Я слышал после, что директор сделал Пурпуру строгий выговор и даже погрозил отнять роту. Но от этого мне было не легче. Целый месяц я пролежал в госпитале и от раздражения нервов чуть не сошел с ума. Мне беспрестанно виделся, и во сне и наяву, Пурпур, и холодный пот выступал на мне!.. Я кричал во все горло: спасите, помогите! вскакивал с кровати, хотел бежать и падал без чувств…

…Не могу, однако ж, умолчать при этом случае, что года через четыре по выходе моем из корпуса, встретив в обществе человека, похожего лицом на Пурпура, я вдруг почувствовал кружение головы и спазматический припадок…» (23; 108, 114).

Думается, когда говорят об ужасах крепостного права, экзекуциях над крестьянами, шпицрутенах и мордобое, царивших в армии, не лишне вспомнить, как воспитывали будущих помещиков и офицеров, и подумать, способствовало ли такое их воспитание пробуждению гуманности. В привилегированном, единственном на всю Россию Училище правоведения, открытом по инициативе и на счет члена Императорской Фамилии принца Ольденбургского и призванном готовить для высших учреждений квалифицированных чиновников-правоведов, нравы были не на много мягче: «Утреннее появление директора было сигналом расправ… День наш начинался бранью и наказаниями.
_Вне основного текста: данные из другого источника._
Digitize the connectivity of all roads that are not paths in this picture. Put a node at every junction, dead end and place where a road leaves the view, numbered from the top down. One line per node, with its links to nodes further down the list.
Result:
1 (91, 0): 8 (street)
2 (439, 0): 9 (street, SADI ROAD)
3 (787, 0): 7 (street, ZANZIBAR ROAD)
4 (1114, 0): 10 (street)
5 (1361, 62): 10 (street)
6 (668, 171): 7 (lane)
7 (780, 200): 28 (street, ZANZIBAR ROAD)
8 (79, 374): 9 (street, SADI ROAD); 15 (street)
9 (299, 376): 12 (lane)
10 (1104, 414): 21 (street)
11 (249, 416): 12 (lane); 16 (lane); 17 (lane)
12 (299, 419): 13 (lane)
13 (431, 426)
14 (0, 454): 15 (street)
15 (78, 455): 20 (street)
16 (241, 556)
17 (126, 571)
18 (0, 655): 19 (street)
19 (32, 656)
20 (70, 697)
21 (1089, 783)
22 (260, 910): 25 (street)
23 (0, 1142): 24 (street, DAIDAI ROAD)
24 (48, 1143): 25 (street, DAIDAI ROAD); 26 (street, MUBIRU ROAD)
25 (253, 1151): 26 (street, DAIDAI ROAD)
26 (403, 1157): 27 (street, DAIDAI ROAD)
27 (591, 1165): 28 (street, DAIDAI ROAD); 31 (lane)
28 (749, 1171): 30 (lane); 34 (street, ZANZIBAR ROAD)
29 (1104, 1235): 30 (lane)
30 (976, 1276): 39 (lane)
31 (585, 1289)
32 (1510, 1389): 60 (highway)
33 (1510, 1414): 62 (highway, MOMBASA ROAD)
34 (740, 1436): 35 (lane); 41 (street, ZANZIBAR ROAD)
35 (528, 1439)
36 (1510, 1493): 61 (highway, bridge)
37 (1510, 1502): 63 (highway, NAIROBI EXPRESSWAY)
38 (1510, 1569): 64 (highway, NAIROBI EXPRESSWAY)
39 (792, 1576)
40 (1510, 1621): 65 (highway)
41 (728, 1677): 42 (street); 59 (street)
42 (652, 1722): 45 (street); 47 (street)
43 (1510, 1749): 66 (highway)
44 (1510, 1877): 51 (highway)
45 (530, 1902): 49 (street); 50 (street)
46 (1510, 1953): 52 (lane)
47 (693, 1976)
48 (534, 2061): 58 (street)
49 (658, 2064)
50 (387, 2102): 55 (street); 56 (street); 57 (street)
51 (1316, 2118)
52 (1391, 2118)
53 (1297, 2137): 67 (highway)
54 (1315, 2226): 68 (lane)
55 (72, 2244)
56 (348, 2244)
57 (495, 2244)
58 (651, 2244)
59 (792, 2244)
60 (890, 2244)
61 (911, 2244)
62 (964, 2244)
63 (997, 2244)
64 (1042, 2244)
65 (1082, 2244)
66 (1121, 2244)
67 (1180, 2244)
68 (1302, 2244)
Что происходили тут наказания – это еще куда ни шло, и по тогдашним привычкам и понятиям никто не сомневался, не только наказывающие, но и наказываемые, что иначе быть не может. Но главное, что было очень несносно, это – брань директора, не столько грубая и злая, сколько нелепая. Наш добрый директор подчас говорил нам на своих расправах такие глупости, что слушать было невыразимо скучно… Распекания директора, скучные и длинные, вот это-то и было настоящее наказание. Остальное – на придачу. Как ни нелепо было сажать нас в «карцер», то есть в совершенно темный маленький чулан, в таком конце дома, куда никто не должен был прийти весь день, хоть расстучись в дверь; как ни тоскливо было сидеть там и день, и два, и три… а все от времени до времени прорвется туда, бывало, к дверям кто-нибудь из товарищей, придет поговорить шепотом сквозь тонкую дощатую перегородку, даже развеселит училищными новостями, потом еще подкупленный вахтер принесет в голенище сапога что-нибудь поесть, какую-нибудь серую булку с черствым замасленным сыром; потом еще три четверти времени посаженный в карцер проспит на тонком, как блин, и загаженном целыми десятками тут сидевших тюфяке – так и пройдет незаметно весь срок. Как же можно сравнить все это с директорской бранью!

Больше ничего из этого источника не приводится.